Баскский священник, которого Ланкр изображает таким легкомысленным, таким светским человеком, который отправляется, опоясавшись шпагой, ночью плясать на шабаше со своей ризничьей, не был опасной фигурой. Не его испанская инквизиция так старалась защитить своим авторитетом. Не к нему это суровое учреждение было так снисходительно. Несмотря на все умолчания Ланкра, вы живо чувствуете, что есть еще что-то другое. И если в 1614 г. Генеральные штаты заявляют, что священник не должен судить священника, то и они думают о чем-то другом.
Именно эту тайну и разоблачил провансский парламент.
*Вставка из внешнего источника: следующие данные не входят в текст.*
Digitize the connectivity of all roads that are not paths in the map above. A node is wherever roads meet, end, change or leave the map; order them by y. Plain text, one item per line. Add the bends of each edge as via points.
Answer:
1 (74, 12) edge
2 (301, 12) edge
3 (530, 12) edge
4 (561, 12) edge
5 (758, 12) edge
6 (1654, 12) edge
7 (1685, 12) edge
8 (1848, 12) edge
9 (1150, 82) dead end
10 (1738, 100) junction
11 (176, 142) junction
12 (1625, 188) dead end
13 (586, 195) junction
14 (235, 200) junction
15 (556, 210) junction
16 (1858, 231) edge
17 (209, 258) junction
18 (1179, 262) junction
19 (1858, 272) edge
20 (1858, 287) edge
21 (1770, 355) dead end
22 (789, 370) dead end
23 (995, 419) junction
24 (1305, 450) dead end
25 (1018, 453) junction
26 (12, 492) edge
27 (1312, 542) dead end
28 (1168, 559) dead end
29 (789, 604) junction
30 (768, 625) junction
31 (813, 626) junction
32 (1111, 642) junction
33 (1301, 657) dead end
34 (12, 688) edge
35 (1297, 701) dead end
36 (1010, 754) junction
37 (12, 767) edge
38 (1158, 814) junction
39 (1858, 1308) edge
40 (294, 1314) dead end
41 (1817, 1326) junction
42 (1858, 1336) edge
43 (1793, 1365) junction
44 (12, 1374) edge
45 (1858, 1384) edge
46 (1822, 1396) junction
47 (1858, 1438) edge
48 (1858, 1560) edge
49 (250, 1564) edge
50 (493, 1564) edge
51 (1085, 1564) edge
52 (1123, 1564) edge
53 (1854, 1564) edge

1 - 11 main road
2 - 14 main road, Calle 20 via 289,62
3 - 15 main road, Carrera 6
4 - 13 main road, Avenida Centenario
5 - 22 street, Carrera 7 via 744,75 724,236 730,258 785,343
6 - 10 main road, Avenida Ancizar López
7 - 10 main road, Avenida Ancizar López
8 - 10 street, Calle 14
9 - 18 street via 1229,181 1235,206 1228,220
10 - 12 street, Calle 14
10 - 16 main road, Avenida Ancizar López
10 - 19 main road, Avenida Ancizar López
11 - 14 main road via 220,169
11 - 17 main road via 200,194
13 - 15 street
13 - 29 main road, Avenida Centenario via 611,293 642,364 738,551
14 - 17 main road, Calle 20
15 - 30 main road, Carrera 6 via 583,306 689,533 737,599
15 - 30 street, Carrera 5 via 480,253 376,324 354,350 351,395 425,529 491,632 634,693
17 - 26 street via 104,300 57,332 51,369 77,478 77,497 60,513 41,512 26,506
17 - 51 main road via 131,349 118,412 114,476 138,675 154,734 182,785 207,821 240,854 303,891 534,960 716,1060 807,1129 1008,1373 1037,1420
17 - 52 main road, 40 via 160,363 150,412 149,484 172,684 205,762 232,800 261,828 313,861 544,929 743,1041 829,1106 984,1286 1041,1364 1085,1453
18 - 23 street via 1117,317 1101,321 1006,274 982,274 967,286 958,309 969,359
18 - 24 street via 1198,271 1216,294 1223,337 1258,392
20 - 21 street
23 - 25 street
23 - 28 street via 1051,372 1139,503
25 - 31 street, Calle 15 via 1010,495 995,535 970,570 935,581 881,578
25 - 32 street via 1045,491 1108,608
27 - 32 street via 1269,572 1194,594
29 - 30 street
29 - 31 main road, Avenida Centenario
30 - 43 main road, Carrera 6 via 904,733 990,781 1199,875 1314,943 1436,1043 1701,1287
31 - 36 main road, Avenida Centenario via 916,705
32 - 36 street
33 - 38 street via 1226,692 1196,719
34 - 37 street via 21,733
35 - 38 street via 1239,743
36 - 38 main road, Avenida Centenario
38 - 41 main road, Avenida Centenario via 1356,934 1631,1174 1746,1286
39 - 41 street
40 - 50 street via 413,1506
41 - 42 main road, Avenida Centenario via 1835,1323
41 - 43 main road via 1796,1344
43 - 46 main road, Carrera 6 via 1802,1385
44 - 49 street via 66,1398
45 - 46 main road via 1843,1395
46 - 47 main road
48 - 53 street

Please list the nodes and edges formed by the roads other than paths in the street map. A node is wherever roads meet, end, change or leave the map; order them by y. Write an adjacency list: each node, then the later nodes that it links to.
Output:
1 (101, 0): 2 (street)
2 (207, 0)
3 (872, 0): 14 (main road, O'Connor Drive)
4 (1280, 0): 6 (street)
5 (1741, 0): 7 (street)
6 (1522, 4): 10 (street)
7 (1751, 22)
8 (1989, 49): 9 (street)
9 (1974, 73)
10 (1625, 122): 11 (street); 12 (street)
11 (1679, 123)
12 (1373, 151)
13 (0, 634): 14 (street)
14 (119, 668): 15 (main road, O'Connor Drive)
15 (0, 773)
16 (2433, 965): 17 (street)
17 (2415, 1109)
Духовный отец монахинь как господин, распоряжающийся их телом и душой, околдовывающий их, — вот что обнаружилось во время процесса Гоффриди, а позднее в страшных процессах монахинь Лудена и Лувье, в тех, с которыми нас познакомили Льоренте, Ритчи и другие.
В этих случаях прибегали к той же тактике, чтобы ослабить впечатление скандала, сбить публику с толку, привлечь ее внимание к внешней форме и скрыть от нее сокровенное содержание дела. В процессах против колдунов-священников всегда выдвигали на первый план колдуна, затушевывая священника; все внимание обращалось на магическое искусство, чтобы заставить забыть огромное влияние, которое может иметь мужчина на стадо женщин, всецело отданных в его руки.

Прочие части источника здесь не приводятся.